March 14 2017
Occasionally, we will post guides to standard activities on the cluster. Today is one such instance, where we will discuss the somewhat confusing archiving system on IU's clusters. The purpose of the Scholarly Data Archive (SDA) is to hold long term data securely.
NOTE: This post is pretty exclusive to IU's systems.
Archiving in General
There are two major ways in which to archive your data, either for individual files or large tarballs of files (recommended). Both will be covered here.
1) Individual files:
For individual files, you will want to use the hsi system. You can load hsi using the prebuild module:
module load hpss
hsi #this will bring up the hpss interface for the SDA
The commands for this module are a bit different than standard UNIX commands. The major ones you will need are listed below:
ls -lB #this will list the files in your home folder on the SDA, with human readable sizes
put <file> #copy file to SDA
get <file> #copy file off of SDA
rm <file> #remove it from the SDA
exit #to exit back to where you were on the non-archival file system
Example: So for instance, if you wished to archive a file called Data.tar.gz:
ls -lh Data.tar.gz #note size of file
module load hpss
ls -lB #see what the status quo is before you dump files
ls –lB #see that the file is now on the archive and that the sizes match
exit #back to the normal UNIX prompt
rm Data.tar.gz #remove the now archived file from the dc2
2) Groups of files:
While in the above example the file is already tarred/zipped, it is actually computationally faster to combine the compression and archiving steps. This is accomplished with “htar”, which will tar, compress, and archive your files all at once. In addition to the archived file, htar creates two additional files:
- Index file (name.tar.idx): Usually stored in the same directory where the archive itself resides. This is a binary file that is only listed when the -v flag is used (i.e.: -cv in creation of an archive). The file allows the computer to efficiently store location of the file, and is required for every htar action (as htar needs a link to the file referenced).
- Consistency file (/tmp/HTAR_CF_CHK_####): Stored in /usr/tmp/ or /var/tmp/uname. This is also a binary file, but used to check the consistency between the archive file and the index file.

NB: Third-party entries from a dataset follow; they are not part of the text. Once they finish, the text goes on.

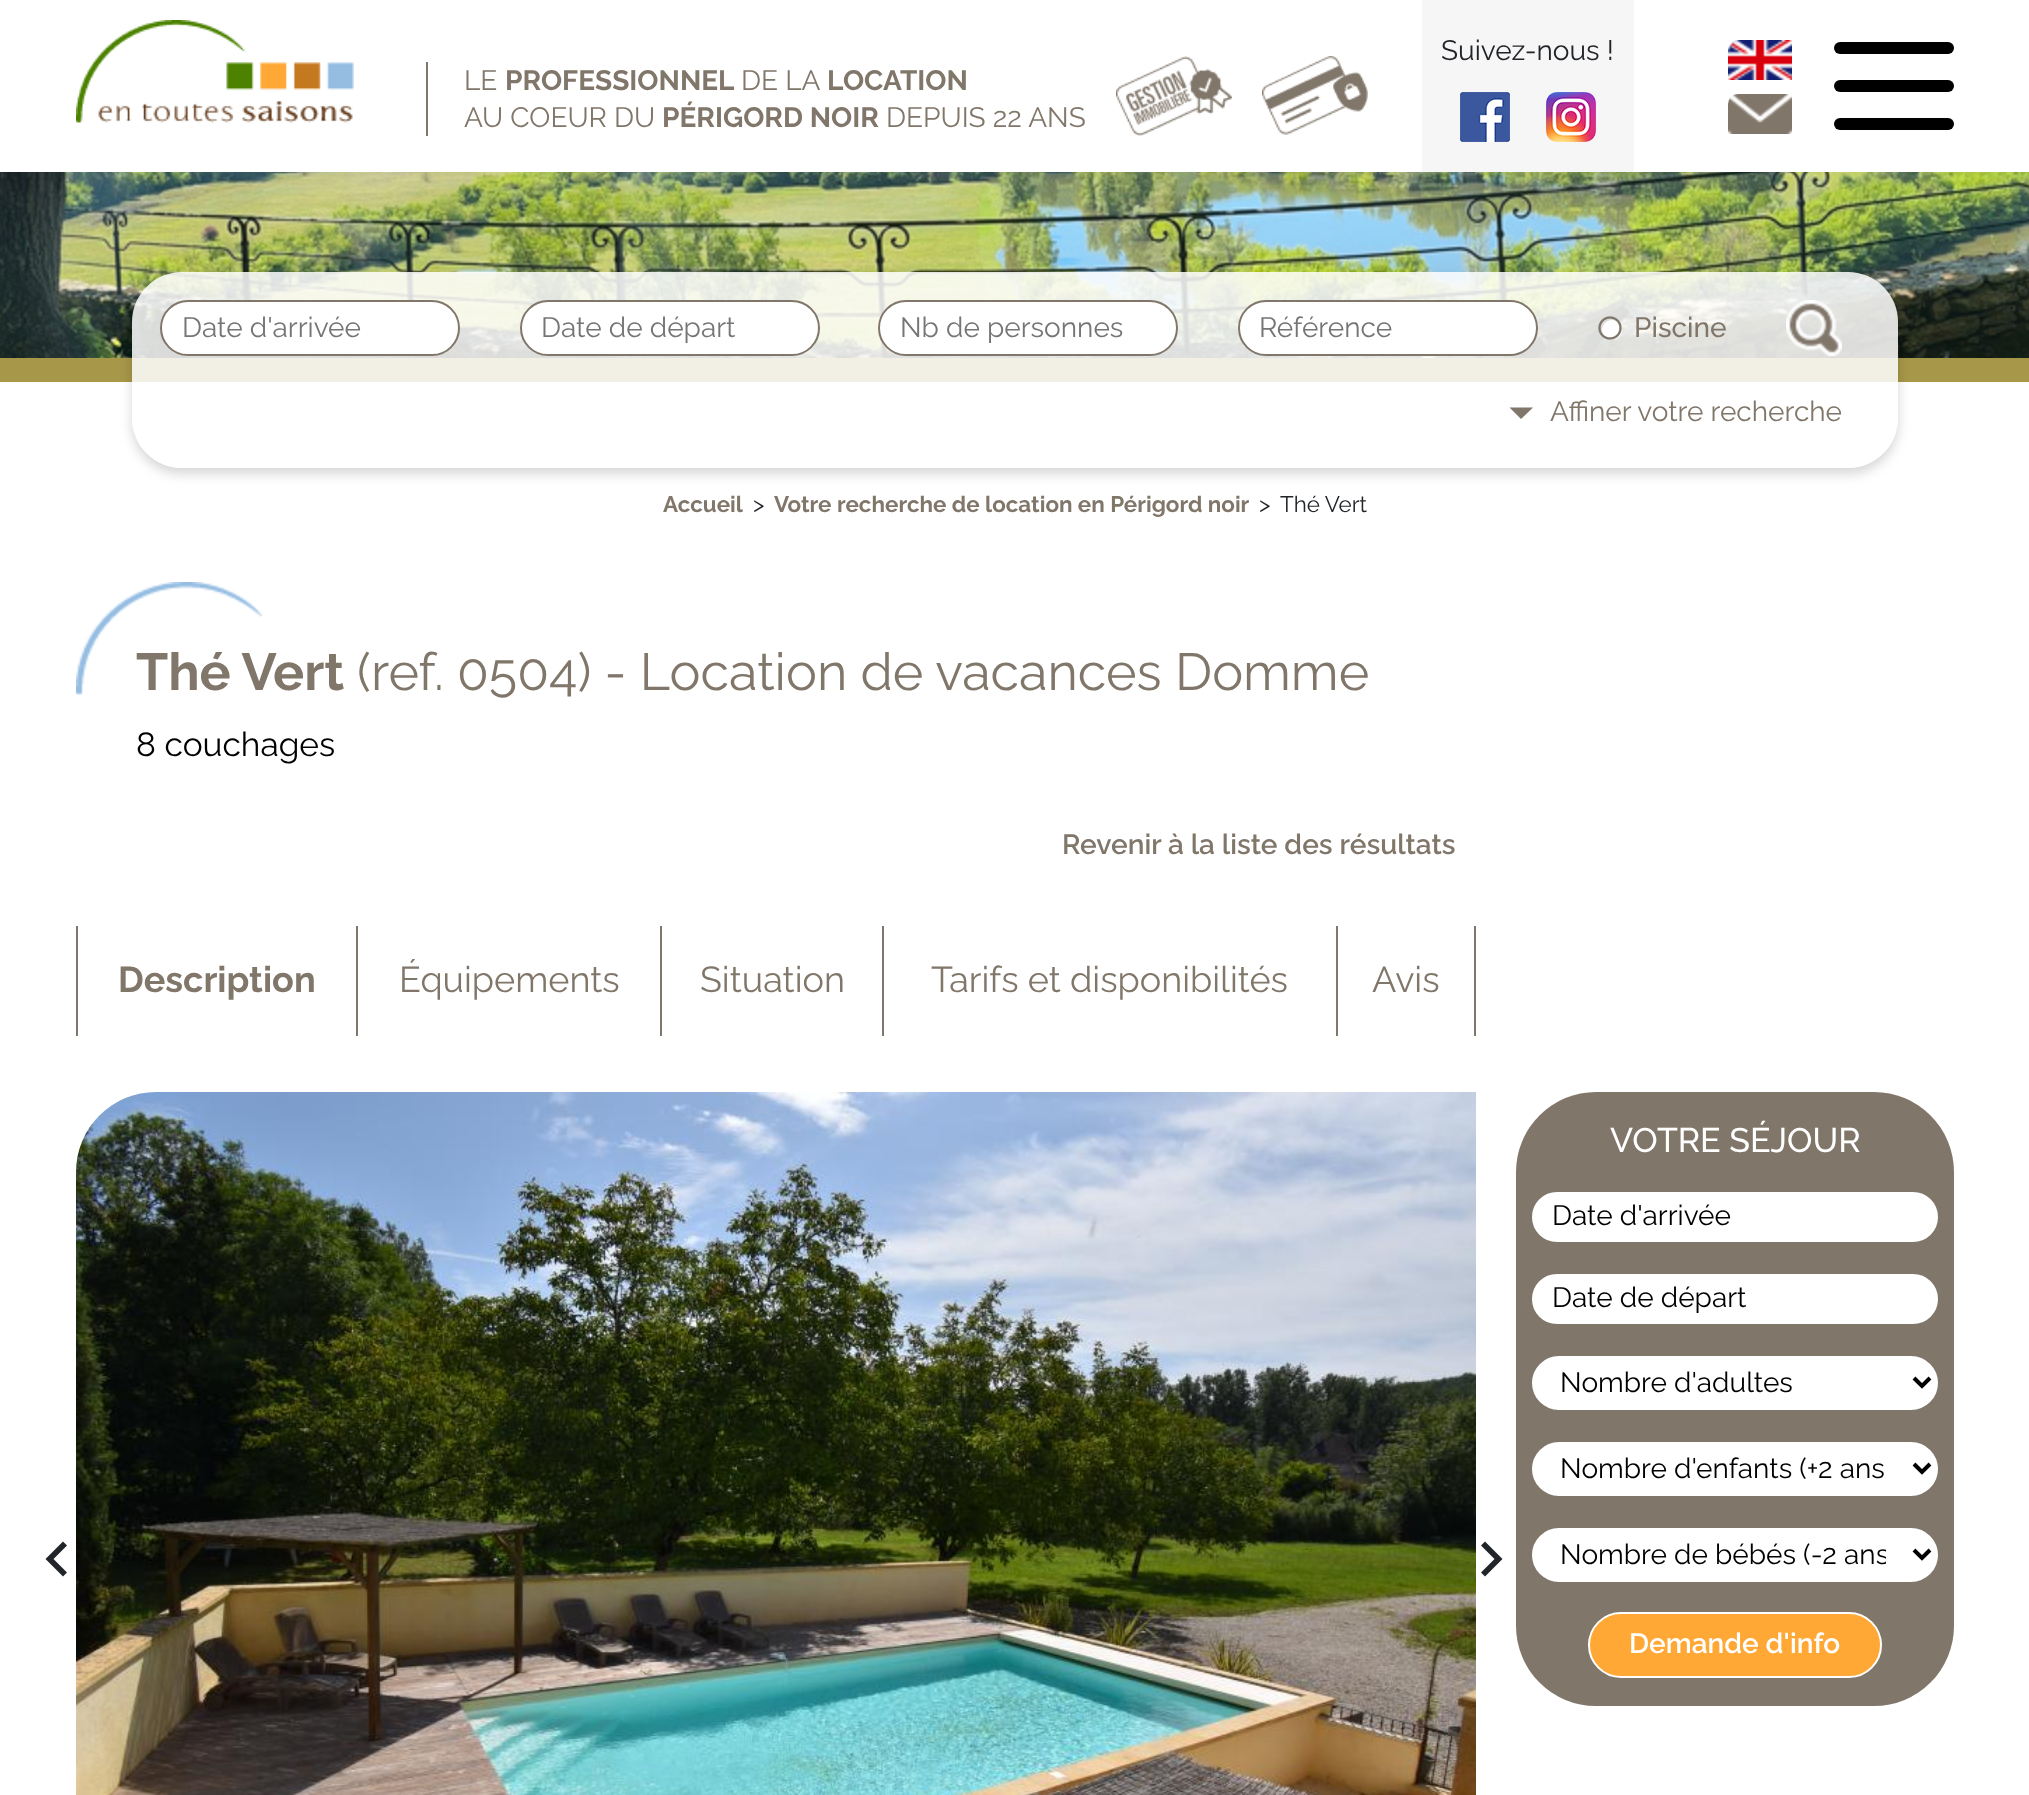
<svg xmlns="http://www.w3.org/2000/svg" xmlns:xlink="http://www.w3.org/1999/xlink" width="2029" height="1795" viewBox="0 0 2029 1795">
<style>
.cls-1{font:28px Raleway;fill:#212529}
.cls-2{font:28px Raleway;fill:#80766a}
.cls-3{font:bold 28px Raleway;fill:#80766a}
.cls-4{font:28px Raleway;fill:#757575}
.cls-5{font:500 28px Raleway;fill:#80766a}
.cls-6{font:bold 22.4px Raleway;fill:#80766a}
.cls-7{font:22.4px Raleway;fill:#212529}
.cls-8{font:52px Raleway;fill:#80766a}
.cls-9{font:bold 52px Raleway;fill:#80766a}
.cls-10{font:33.5px Raleway;fill:#000000}
.cls-11{font:600 28px Raleway;fill:#80766a}
.cls-12{font:bold 36px Raleway;fill:#80766a}
.cls-13{font:36px Raleway;fill:#80766a}
.cls-14{font:500 34px Raleway;fill:#ffffff}
.cls-15{font:28px Raleway;fill:#000000}
.cls-16{font:600 28px Raleway;fill:#ffffff}
</style>
<defs>
<clipPath id="clip1"><path d="M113 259H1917V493H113ZM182 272H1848C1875.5 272 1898 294.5 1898 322V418C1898 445.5 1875.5 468 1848 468H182C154.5 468 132 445.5 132 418V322C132 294.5 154.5 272 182 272Z" clip-rule="evenodd"/></clipPath>
<clipPath id="clip2"><rect x="1560" y="1536" width="326" height="36"/></clipPath>
</defs>
<rect width="100%" height="100%" fill="#ffffff"/>
<image xlink:href="image0.png" x="76" y="20" width="278" height="103"/>
<rect fill="#f7f6f6" x="1422" y="0" width="212" height="172"/>
<image xlink:href="image1.png" x="1460" y="92" width="50" height="50"/>
<image xlink:href="image2.png" x="1546" y="92" width="50" height="50"/>
<rect fill="#80766a" x="426" y="62" width="2" height="74"/>
<image xlink:href="image3.png" x="1116" y="56" width="116" height="80"/>
<image xlink:href="image4.png" x="1262" y="56" width="106" height="79"/>
<image xlink:href="image5.png" x="1728" y="40" width="64" height="40"/>
<image xlink:href="image6.png" x="1728" y="94" width="64" height="40"/>
<rect fill="#000000" x="1834" y="42" width="120" height="12" rx="6"/>
<rect fill="#000000" x="1834" y="80" width="120" height="12" rx="6"/>
<rect fill="#000000" x="1834" y="118" width="120" height="12" rx="6"/>
<image xlink:href="image7.png" x="0" y="172" width="2029" height="186"/>
<rect fill="#a79749" x="0" y="358" width="2029" height="24"/>
<g clip-path="url(#clip1)">
<rect fill="#000000" fill-opacity="0.16" filter="blur(6px)" x="132" y="278" width="1766" height="196" rx="50"/>
</g>
<rect fill="#ffffff" fill-opacity="0.85" x="132" y="272" width="1766" height="196" rx="50"/>
<rect fill="#ffffff" stroke="#80766a" stroke-width="2" x="161" y="301" width="298" height="54" rx="27"/>
<rect fill="#ffffff" stroke="#80766a" stroke-width="2" x="521" y="301" width="298" height="54" rx="27"/>
<rect fill="#ffffff" stroke="#80766a" stroke-width="2" x="879" y="301" width="298" height="54" rx="27"/>
<rect fill="#ffffff" stroke="#80766a" stroke-width="2" x="1239" y="301" width="298" height="54" rx="27"/>
<circle fill="#ffffff" cx="1612" cy="330" r="10"/>
<image xlink:href="image8.png" x="1598" y="316" width="24" height="24"/>
<image xlink:href="image9.png" x="1786" y="300" width="56" height="56"/>
<path fill="#80766a" d="M1533 407.5L1521 419L1509.5 407.5Z"/>
<rect fill="#80766a" x="76" y="926" width="2" height="110"/>
<rect fill="#80766a" x="356" y="926" width="2" height="110"/>
<rect fill="#80766a" x="660" y="926" width="2" height="110"/>
<rect fill="#80766a" x="882" y="926" width="2" height="110"/>
<rect fill="#80766a" x="1336" y="926" width="2" height="110"/>
<rect fill="#80766a" x="1474" y="926" width="2" height="110"/>
<path fill="#212529" d="M67 1545.5L53.5 1559L67 1572.5L63 1576.5L45.5 1559L63 1541.5Z"/>
<image xlink:href="image11.png" x="76" y="1092" width="1400" height="703"/>
<path fill="#212529" d="M1485 1541.5L1502.5 1559L1485 1576.5L1481 1572.5L1494.5 1559L1481 1545.5Z"/>
<rect fill="#80766a" x="1516" y="1092" width="438" height="614" rx="80"/>
<rect fill="#ffffff" stroke="#80766a" stroke-width="2" x="1531" y="1191" width="408" height="52" rx="26"/>
<rect fill="#ffffff" stroke="#80766a" stroke-width="2" x="1531" y="1273" width="408" height="52" rx="26"/>
<rect fill="#ffffff" stroke="#80766a" stroke-width="2" x="1531" y="1355" width="408" height="56" rx="28"/>
<path fill="none" stroke="#000000" stroke-width="4" d="M1914 1378L1922 1386L1930 1378"/>
<rect fill="#ffffff" stroke="#80766a" stroke-width="2" x="1531" y="1441" width="408" height="56" rx="28"/>
<path fill="none" stroke="#000000" stroke-width="4" d="M1914 1464L1922 1472L1930 1464"/>
<rect fill="#ffffff" stroke="#80766a" stroke-width="2" x="1531" y="1527" width="408" height="56" rx="28"/>
<path fill="none" stroke="#000000" stroke-width="4" d="M1914 1550L1922 1558L1930 1550"/>
<rect fill="#ffa835" stroke="#ffffff" stroke-width="2" x="1589" y="1613" width="292" height="64" rx="32"/>
<text class="cls-1" x="1441" y="60">Suivez-nous !</text>
<text class="cls-2" x="464" y="90">LE</text>
<text class="cls-3" x="505" y="90">PROFESSIONNEL</text>
<text class="cls-2" x="741" y="90">DE LA</text>
<text class="cls-3" x="827" y="90">LOCATION</text>
<text class="cls-2" x="464" y="127">AU COEUR DU</text>
<text class="cls-3" x="662" y="127">PÉRIGORD NOIR</text>
<text class="cls-2" x="886" y="127">DEPUIS 22 ANS</text>
<text class="cls-4" x="182" y="337">Date d'arrivée</text>
<text class="cls-4" x="541" y="337">Date de départ</text>
<text class="cls-4" x="900" y="337">Nb de personnes</text>
<text class="cls-4" x="1259" y="337">Référence</text>
<text class="cls-5" x="1634" y="337">Piscine</text>
<text class="cls-2" x="1550" y="421">Affiner votre recherche</text>
<text class="cls-6" x="663" y="512">Accueil</text>
<text class="cls-7" x="753" y="512">&gt;</text>
<text class="cls-6" x="774" y="512">Votre recherche de location en Périgord noir</text>
<text class="cls-7" x="1259" y="512">&gt;</text>
<text class="cls-7" x="1280" y="512">Thé Vert</text>
<text class="cls-8" x="357" y="690">(ref. 0504) - Location de vacances Domme</text>
<text class="cls-9" x="136" y="690">Thé Vert</text>
<image xlink:href="image10.png" x="76" y="582" width="186" height="114"/>
<text class="cls-10" x="136" y="756">8 couchages</text>
<text class="cls-11" x="1062" y="854">Revenir à la liste des résultats</text>
<text class="cls-12" x="118" y="992">Description</text>
<text class="cls-13" x="399" y="992">Équipements</text>
<text class="cls-13" x="700" y="992">Situation</text>
<text class="cls-13" x="931" y="992">Tarifs et disponibilités</text>
<text class="cls-13" x="1372" y="992">Avis</text>
<text class="cls-14" x="1610" y="1152">VOTRE SÉJOUR</text>
<text class="cls-15" x="1552" y="1225">Date d'arrivée</text>
<text class="cls-15" x="1552" y="1307">Date de départ</text>
<text class="cls-15" x="1560" y="1392">Nombre d'adultes</text>
<text class="cls-15" x="1560" y="1478">Nombre d'enfants (+2 ans</text>
<g clip-path="url(#clip2)">
<text class="cls-15" x="1560" y="1564">Nombre de bébés (-2 ans</text>
</g>
<text class="cls-16" x="1629" y="1653">Demande d'info</text>
</svg>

You can leverage these files to determine if your file has transferred properly through the use of two different commands:
a) htar -cv -Hverify=paranoid -f <tar name to be created> <files to include> #at creation
When creating archives, this command will force all available checks for consistency after creation of an archive and will report name, size, and other information of the file. This size information can be crosschecked with the files size of the original.
b) htar -kv -f <existing tarfile> #check existing file
Runs the same checks as above, only on an existing file.
More Detail: According to https://computing.llnl.gov/LCdocs/htar/:
Verify (k or -Hverify) opens a connection to storage, verifies the index file for the archive that you specify with -f, then uses the index file to verify every entry in (member of) the archive file itself. If you combine -K with -v, HTAR lists the name of each file that it finds in the specified archive in alphabetical order, one per line, along with the size of each in bytes and in blocks (excluding the consistency file), then gives a total file count.
So in short, htar allows you to can either check files as you go (recommended) or check it afterwards (useful if you want to check before you delete from dc2).
To see the permissions on a file or a set of files (using access control lists, or acl):
which will return something like:
user_obj:sUSERNAME:rw-c-- #user has read, write, and create permissions
group_obj:hpss:------ #group has no permissions
other_obj:------ #others have no permissions
To list what groups you are in (different than outside of hsi), simply type “id” in the command prompt.
To change access (see https://kb.iu.edu/d/auxq#mod for a permission types and examples):
chacl –u user:<username>:<permissions>,user2:<username2>:<different permissions> <file(s)>
To change default access to all new files in a directory:
lsacl –io < directory> #list default permissions for new files created in directory
chacl –io -u user:<username>:permissions,user:<username2>:<permissions2> <directory>
lsacl –io <directory> #should reflect change
To change default access to all new subfolders created in a directory:
chacl –io –u user:<username>:permissions,user:<username2>:<permissions2> <directory>
chacl –ic –u user:<username>:permissions,user:<username2>:<permissions2> <directory>
To clear acls:
chacl –c <files>
To remove a user:
chacl –r user:username <files>
For more information, see https://kb.iu.edu/d/auxq
Sharing Archives Example
If you work in a lab, it is useful to be able to share your archives with your PI, so when you graduate, it isn’t lost/inaccessible.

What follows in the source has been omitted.